[[ Task data open ]]

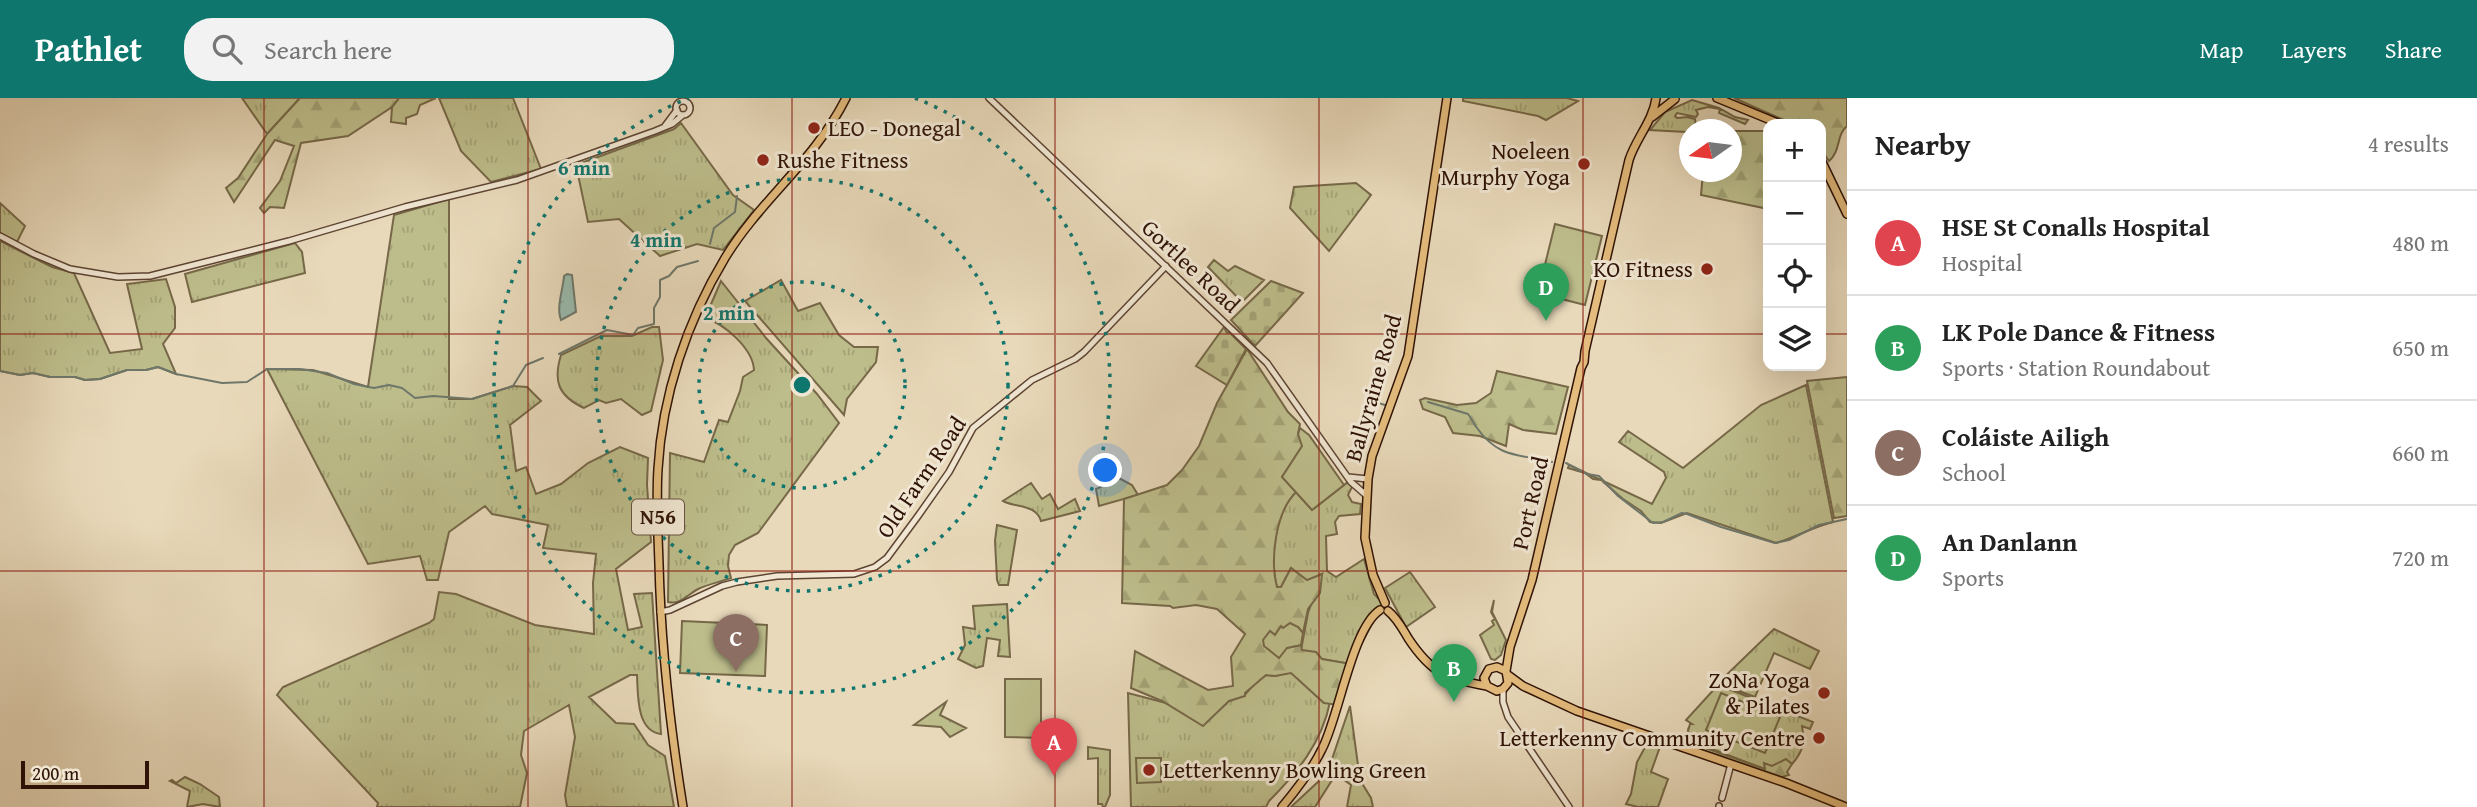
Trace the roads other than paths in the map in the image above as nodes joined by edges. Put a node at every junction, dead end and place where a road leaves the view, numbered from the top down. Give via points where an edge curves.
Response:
1 (846, 98) edge
2 (989, 98) edge
3 (1447, 98) edge
4 (1656, 98) edge
5 (1664, 98) edge
6 (1717, 98) edge
7 (1677, 99) edge
8 (690, 100) edge
9 (677, 110) junction
10 (683, 115) junction
11 (1768, 119) edge
12 (1649, 120) junction
13 (663, 128) junction
14 (1826, 170) edge
15 (1847, 214) edge
16 (0, 236) edge
17 (1166, 266) junction
18 (1348, 477) junction
19 (1368, 479) junction
20 (1366, 495) junction
21 (1384, 608) junction
22 (660, 612) junction
23 (1510, 647) junction
24 (1497, 667) junction
25 (1507, 673) junction
26 (1485, 674) junction
27 (1465, 681) junction
28 (1486, 686) junction
29 (1523, 686) junction
30 (1505, 687) junction
31 (1731, 764) junction
32 (1722, 798) dead end
33 (1845, 805) edge
34 (683, 807) edge
35 (1282, 807) edge
36 (1569, 807) edge

1 - 22 main road, N56 via 822,139 730,251 698,308 682,351 658,465
2 - 17 street, Gortlee Road
3 - 19 main road, Ballyraine Road via 1408,356
4 - 12 main road
5 - 7 main road
6 - 11 main road
7 - 12 main road
8 - 9 street via 680,102
8 - 10 street via 689,111
9 - 10 street
9 - 13 street
10 - 13 street
12 - 23 main road, Port Road via 1629,160 1532,580
13 - 16 street via 517,180 149,276 118,277 70,269
14 - 15 main road
17 - 18 street, Gortlee Road via 1267,363
17 - 22 street, Old Farm Road via 1084,352 1032,380 973,428 918,516 875,567 854,574 737,582
18 - 19 street
18 - 20 street, Gortlee Road
19 - 20 main road, Ballyraine Road
20 - 21 main road, Ballyraine Road via 1365,538
21 - 27 main road, Ballyraine Road via 1428,665 1446,677
21 - 35 main road via 1366,627 1357,646 1323,748
22 - 34 main road, N56
23 - 24 main road, Port Road
23 - 25 main road, Port Road
24 - 25 main road
24 - 26 main road
25 - 29 main road
25 - 30 main road
26 - 27 main road
26 - 28 main road
27 - 28 main road, Ballyraine Road
28 - 30 main road via 1494,691
29 - 30 main road
29 - 31 main road via 1577,711
30 - 36 street via 1508,717
31 - 32 street
31 - 33 main road

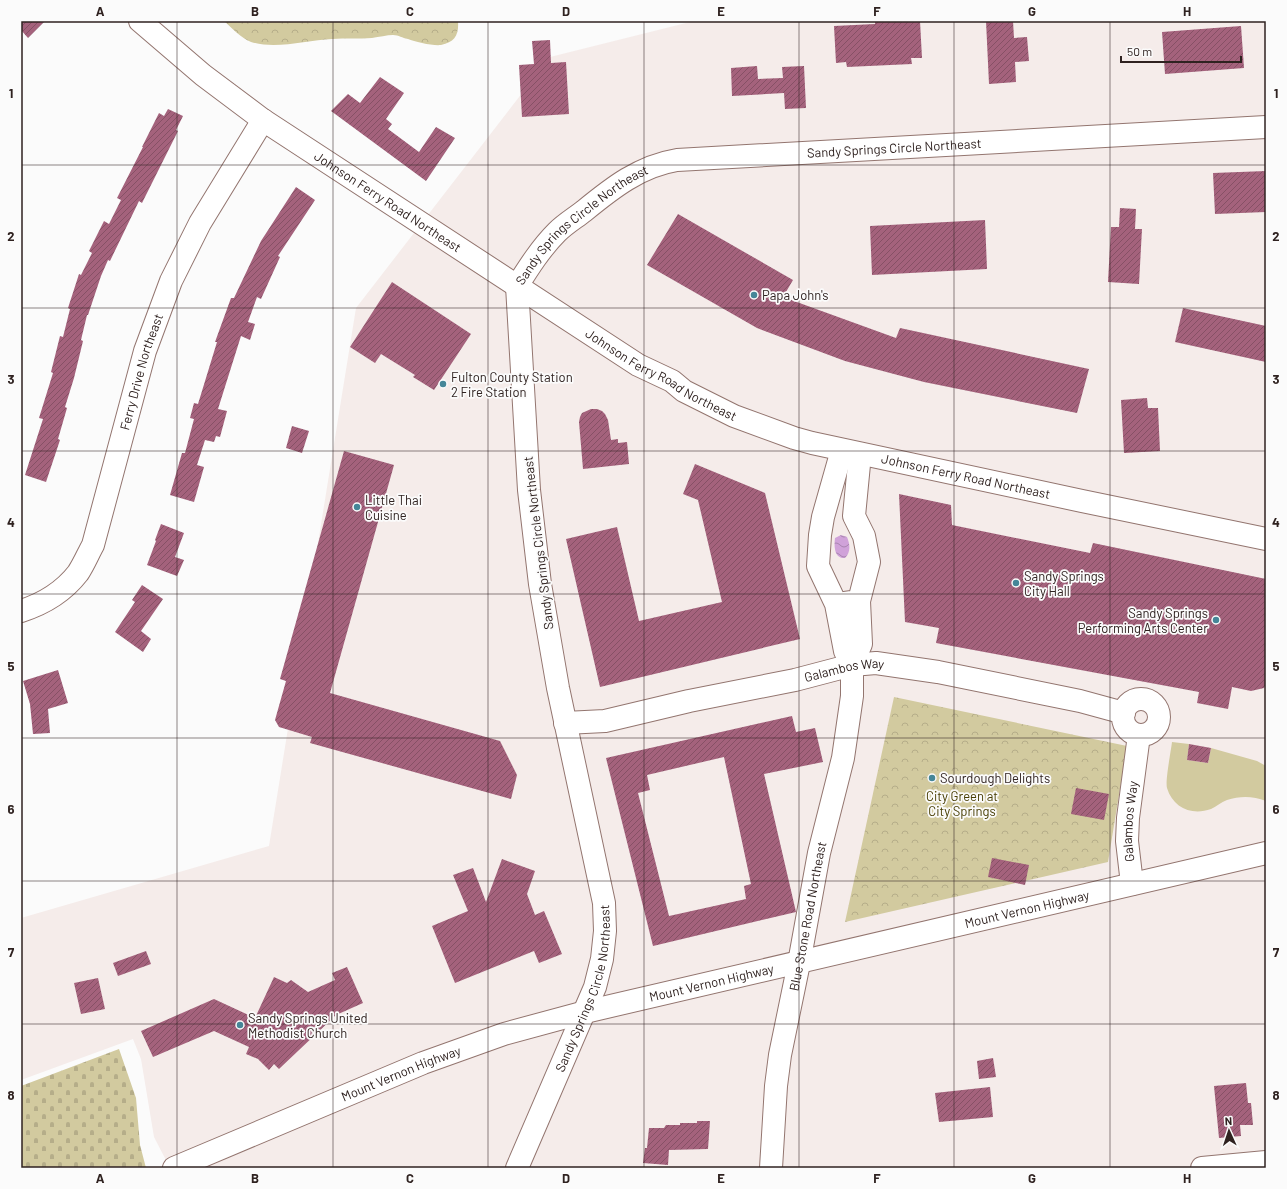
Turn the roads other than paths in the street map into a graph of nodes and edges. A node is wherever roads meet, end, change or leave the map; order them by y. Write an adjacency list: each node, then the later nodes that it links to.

[[ Task data closed ]]

Prompt | Restate the entries above word for word, keeping pictures out of the copy.

Written reply |
Trace the roads other than paths in the map in the image above as nodes joined by edges. Put a node at every junction, dead end and place where a road leaves the view, numbered from the top down. Give via points where an edge curves.
Response:
1 (846, 98) edge
2 (989, 98) edge
3 (1447, 98) edge
4 (1656, 98) edge
5 (1664, 98) edge
6 (1717, 98) edge
7 (1677, 99) edge
8 (690, 100) edge
9 (677, 110) junction
10 (683, 115) junction
11 (1768, 119) edge
12 (1649, 120) junction
13 (663, 128) junction
14 (1826, 170) edge
15 (1847, 214) edge
16 (0, 236) edge
17 (1166, 266) junction
18 (1348, 477) junction
19 (1368, 479) junction
20 (1366, 495) junction
21 (1384, 608) junction
22 (660, 612) junction
23 (1510, 647) junction
24 (1497, 667) junction
25 (1507, 673) junction
26 (1485, 674) junction
27 (1465, 681) junction
28 (1486, 686) junction
29 (1523, 686) junction
30 (1505, 687) junction
31 (1731, 764) junction
32 (1722, 798) dead end
33 (1845, 805) edge
34 (683, 807) edge
35 (1282, 807) edge
36 (1569, 807) edge

1 - 22 main road, N56 via 822,139 730,251 698,308 682,351 658,465
2 - 17 street, Gortlee Road
3 - 19 main road, Ballyraine Road via 1408,356
4 - 12 main road
5 - 7 main road
6 - 11 main road
7 - 12 main road
8 - 9 street via 680,102
8 - 10 street via 689,111
9 - 10 street
9 - 13 street
10 - 13 street
12 - 23 main road, Port Road via 1629,160 1532,580
13 - 16 street via 517,180 149,276 118,277 70,269
14 - 15 main road
17 - 18 street, Gortlee Road via 1267,363
17 - 22 street, Old Farm Road via 1084,352 1032,380 973,428 918,516 875,567 854,574 737,582
18 - 19 street
18 - 20 street, Gortlee Road
19 - 20 main road, Ballyraine Road
20 - 21 main road, Ballyraine Road via 1365,538
21 - 27 main road, Ballyraine Road via 1428,665 1446,677
21 - 35 main road via 1366,627 1357,646 1323,748
22 - 34 main road, N56
23 - 24 main road, Port Road
23 - 25 main road, Port Road
24 - 25 main road
24 - 26 main road
25 - 29 main road
25 - 30 main road
26 - 27 main road
26 - 28 main road
27 - 28 main road, Ballyraine Road
28 - 30 main road via 1494,691
29 - 30 main road
29 - 31 main road via 1577,711
30 - 36 street via 1508,717
31 - 32 street
31 - 33 main road

Turn the roads other than paths in the street map into a graph of nodes and edges. A node is wherever roads meet, end, change or leave the map; order them by y. Write an adjacency list: each node, then the later nodes that it links to.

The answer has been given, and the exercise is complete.